Proposition 4. \(\frac{1}{e^{\eta }-1}+\frac{\ln \frac{e^{\eta }-1}{\eta}-1}{\eta} \le \frac{\eta}{8}\).

Proof Let \(\operatorname{KL}_2(p\|h) = p \ln \frac{p}{h} + (1-p) \ln \frac{1-p}{1-h}\) be the binary relative entropy. By Pinsker’s Inquality \(\operatorname{KL}_2(p\|h) \ge 2 (p-h)^2\). So \begin{align} \notag \frac{1}{e^{\eta }-1}+\frac{\ln \frac{e^{\eta }-1}{\eta}-1}{\eta} &~=~ \notag \max_h~ h + \frac{1}{\eta} \ln (1-h+h e^{-\eta}) \\ &~=~ \label{eq:withKL} \max_{h,p}~ (h-p) -\frac{1}{\eta} \operatorname{KL}_2(p\|h) \\ \notag &~\le~ \max_{h,p}~ (h-p) - \frac{2}{\eta} (h-p)^2 \\ \notag &~\le~ \frac{\eta}{8}\end{align} where the last inequality follows from plugging in the unconstrained maximiser \(|h-p|=\frac{\eta}{4}\). \(\Box\)

Propositions 2 to 4 establish that \(\delta \le \frac{\eta}{8}\).
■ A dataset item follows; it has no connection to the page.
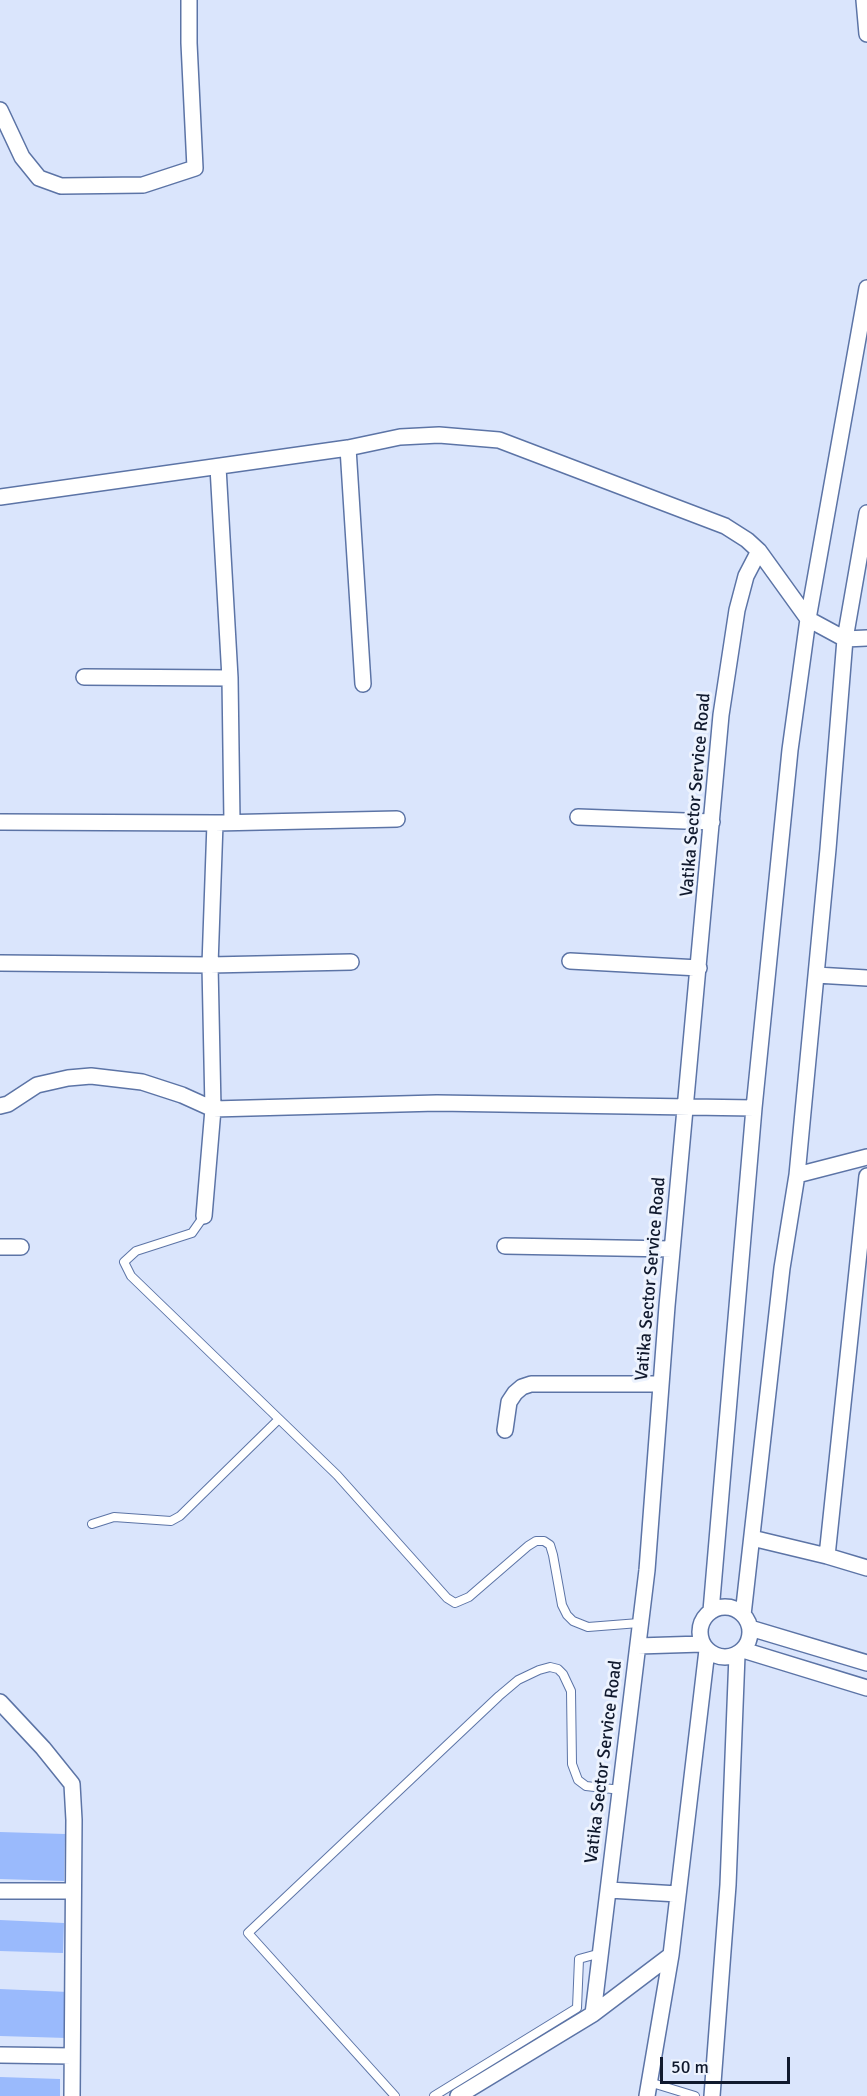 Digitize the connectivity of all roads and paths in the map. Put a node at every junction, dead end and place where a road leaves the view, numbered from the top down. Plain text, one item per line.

This result is called Hoeffding’s Inequality in (Cesa-Bianchi and Lugosi 2006, Lemma A.1.1).

Proposition 5. \(\frac{1}{e^{\eta }-1}+\frac{\ln \frac{e^{\eta }-1}{\eta}-1}{\eta} \le 1\).
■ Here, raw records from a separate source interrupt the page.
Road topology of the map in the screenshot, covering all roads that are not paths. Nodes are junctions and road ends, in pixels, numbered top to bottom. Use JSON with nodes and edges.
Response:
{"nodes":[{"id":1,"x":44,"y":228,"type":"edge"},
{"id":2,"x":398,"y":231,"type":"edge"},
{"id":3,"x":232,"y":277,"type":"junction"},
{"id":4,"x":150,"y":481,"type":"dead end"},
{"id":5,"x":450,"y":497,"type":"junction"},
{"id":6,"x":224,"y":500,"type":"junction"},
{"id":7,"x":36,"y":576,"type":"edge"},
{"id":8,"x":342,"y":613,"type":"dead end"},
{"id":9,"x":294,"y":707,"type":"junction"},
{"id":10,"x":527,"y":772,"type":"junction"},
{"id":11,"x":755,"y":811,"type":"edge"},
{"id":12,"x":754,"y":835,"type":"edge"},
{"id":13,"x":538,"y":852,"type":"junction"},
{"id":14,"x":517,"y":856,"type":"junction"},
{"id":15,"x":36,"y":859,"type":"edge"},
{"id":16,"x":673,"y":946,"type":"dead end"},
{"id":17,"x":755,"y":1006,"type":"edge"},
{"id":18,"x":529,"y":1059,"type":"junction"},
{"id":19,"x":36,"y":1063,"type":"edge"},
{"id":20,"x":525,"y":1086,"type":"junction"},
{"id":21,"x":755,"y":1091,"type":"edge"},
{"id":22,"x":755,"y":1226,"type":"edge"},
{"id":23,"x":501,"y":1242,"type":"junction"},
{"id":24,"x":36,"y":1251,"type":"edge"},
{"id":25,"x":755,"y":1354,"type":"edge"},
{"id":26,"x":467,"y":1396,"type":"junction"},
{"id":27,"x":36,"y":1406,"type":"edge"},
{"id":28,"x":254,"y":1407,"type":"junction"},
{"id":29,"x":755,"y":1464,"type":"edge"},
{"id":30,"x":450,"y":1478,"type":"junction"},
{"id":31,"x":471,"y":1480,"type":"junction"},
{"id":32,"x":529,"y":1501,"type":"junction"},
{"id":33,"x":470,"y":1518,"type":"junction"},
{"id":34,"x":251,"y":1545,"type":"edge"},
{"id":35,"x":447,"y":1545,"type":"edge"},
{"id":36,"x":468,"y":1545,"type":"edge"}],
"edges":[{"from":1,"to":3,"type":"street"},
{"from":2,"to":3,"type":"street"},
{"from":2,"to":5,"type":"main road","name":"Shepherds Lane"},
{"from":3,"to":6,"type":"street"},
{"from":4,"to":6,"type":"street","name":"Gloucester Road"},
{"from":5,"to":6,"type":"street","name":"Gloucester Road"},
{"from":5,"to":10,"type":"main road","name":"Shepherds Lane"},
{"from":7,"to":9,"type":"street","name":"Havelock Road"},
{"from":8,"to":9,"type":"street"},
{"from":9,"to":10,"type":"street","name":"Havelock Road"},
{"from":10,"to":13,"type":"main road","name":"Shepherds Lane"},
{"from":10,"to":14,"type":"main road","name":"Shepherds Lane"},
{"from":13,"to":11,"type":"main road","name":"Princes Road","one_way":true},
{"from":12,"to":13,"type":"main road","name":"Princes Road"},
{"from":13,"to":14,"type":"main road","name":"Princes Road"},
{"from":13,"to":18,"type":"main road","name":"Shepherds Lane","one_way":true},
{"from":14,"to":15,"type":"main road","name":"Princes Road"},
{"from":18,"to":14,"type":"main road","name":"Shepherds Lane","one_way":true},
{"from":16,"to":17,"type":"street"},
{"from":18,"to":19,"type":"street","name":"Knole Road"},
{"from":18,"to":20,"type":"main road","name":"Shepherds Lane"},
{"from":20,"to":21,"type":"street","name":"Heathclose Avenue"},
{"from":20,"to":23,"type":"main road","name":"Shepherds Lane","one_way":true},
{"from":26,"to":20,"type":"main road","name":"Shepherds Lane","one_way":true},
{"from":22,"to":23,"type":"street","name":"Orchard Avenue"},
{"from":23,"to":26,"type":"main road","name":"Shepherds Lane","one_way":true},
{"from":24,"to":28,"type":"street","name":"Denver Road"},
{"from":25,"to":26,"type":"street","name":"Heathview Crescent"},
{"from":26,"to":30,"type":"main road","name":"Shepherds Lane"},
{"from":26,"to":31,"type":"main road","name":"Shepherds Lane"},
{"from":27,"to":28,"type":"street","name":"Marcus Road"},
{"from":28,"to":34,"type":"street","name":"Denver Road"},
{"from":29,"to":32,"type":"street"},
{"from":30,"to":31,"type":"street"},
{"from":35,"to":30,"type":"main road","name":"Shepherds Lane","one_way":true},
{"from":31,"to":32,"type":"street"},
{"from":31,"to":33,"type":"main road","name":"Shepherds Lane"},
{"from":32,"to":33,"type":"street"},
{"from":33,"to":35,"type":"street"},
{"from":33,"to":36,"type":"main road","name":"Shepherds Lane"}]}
Proof It is clear from \(\eqref{eq:withKL}\) that the left-hand side is increasing in \(\eta\). Taking the limit of \(\eta \to \infty\) results in \(1\). \(\Box\)

Proposition 6. \(\frac{1}{\eta} \ln \left((1-h) e^{\eta h} + h e^{\eta(h-1)}\right) \le \frac{\psi(-\eta)}{\eta} h\).
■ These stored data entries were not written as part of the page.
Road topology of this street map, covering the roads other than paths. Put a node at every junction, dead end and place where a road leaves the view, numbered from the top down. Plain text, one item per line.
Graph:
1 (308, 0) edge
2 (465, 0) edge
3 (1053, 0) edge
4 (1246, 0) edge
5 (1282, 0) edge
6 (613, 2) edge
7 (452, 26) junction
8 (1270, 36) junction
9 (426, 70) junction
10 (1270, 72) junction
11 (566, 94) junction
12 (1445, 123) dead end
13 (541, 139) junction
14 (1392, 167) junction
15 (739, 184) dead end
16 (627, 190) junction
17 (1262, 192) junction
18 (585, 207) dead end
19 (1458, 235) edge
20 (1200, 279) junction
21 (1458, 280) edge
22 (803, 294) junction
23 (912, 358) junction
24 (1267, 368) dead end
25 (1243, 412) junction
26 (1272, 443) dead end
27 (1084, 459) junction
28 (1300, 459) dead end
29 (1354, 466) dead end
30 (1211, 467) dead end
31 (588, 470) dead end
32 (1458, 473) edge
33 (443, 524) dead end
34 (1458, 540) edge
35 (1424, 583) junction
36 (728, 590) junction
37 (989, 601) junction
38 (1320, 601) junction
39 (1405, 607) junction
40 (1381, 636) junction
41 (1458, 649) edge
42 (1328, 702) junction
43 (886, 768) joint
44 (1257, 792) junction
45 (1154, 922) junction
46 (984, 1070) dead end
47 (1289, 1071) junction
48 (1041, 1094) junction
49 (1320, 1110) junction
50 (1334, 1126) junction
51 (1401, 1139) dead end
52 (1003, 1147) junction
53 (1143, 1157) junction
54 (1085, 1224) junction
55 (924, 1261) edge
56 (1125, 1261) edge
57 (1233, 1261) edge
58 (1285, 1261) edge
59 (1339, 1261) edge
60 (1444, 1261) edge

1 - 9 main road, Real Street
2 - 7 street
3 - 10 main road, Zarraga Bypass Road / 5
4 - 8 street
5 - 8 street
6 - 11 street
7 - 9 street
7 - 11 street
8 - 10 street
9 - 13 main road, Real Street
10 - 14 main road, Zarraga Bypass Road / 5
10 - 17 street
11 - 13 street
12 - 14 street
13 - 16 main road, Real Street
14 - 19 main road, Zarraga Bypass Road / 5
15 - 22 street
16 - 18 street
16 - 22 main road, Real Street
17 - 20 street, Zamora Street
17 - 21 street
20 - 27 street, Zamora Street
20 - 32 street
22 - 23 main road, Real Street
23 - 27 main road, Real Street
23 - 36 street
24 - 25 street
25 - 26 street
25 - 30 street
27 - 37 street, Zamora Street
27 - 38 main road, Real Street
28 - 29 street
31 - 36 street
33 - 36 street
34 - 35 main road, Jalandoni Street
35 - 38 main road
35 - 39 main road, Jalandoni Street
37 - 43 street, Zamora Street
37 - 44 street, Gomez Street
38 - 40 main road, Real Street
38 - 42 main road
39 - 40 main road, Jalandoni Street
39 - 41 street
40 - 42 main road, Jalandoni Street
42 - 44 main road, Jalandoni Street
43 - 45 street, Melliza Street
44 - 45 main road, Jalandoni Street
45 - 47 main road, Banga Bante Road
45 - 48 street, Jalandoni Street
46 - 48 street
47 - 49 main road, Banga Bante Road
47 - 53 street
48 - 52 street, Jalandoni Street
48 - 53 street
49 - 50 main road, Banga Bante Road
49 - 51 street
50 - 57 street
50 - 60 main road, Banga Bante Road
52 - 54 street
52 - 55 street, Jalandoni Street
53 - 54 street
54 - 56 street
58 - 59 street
Proof The objective is concave in \(h\). The upper bound is the tangent at \(h=0\). \(\Box\)

Propositions 2 and 6 establish \(\delta \le \frac{\psi(-\eta)}{\eta} h\), which we may reorganise to to the perhaps familiar \[h ~\le~ \frac{\eta}{1 -e^{-\eta}} m^\eta .\]

Proposition 7. \(\frac{\psi(-\eta)}{\eta} \le 1\) and \(\frac{\psi(-\eta)}{\eta} \le \frac{\eta}{2}\).

Proof The function \(\frac{\psi(-\eta)}{\eta}\) is increasing in \(\eta\) with value \(1\) for \(\eta \to \infty\). It is also concave in \(\eta\), and hence bounded by its tangent at \(\eta=0\), which is \(\frac{\eta}{2}\). \(\Box\)

Proposition 8. \(\delta \le \frac{1}{\eta} \sum_k w_k \psi(\eta r_k) \le \frac{\psi(\eta)}{\eta} \sum_k w_k r_k^2\).

Proof We show in (Koolen, Van Erven, and Grünwald 2014, Lemma C.4) that \[\delta ~=~ \min_\lambda \frac{1}{\eta} \sum_k w_k \psi\left(\eta(\lambda - \ell_t^k)\right)\] and hence the first bound follows by plugging in the sub-optimal choice \(\lambda = h\). The second uses that \(\frac{\psi(x)}{x^2}\) is increasing, from which it follows that \(\psi(\eta r_k) \le r_k^2 \psi(\eta)\). \(\Box\)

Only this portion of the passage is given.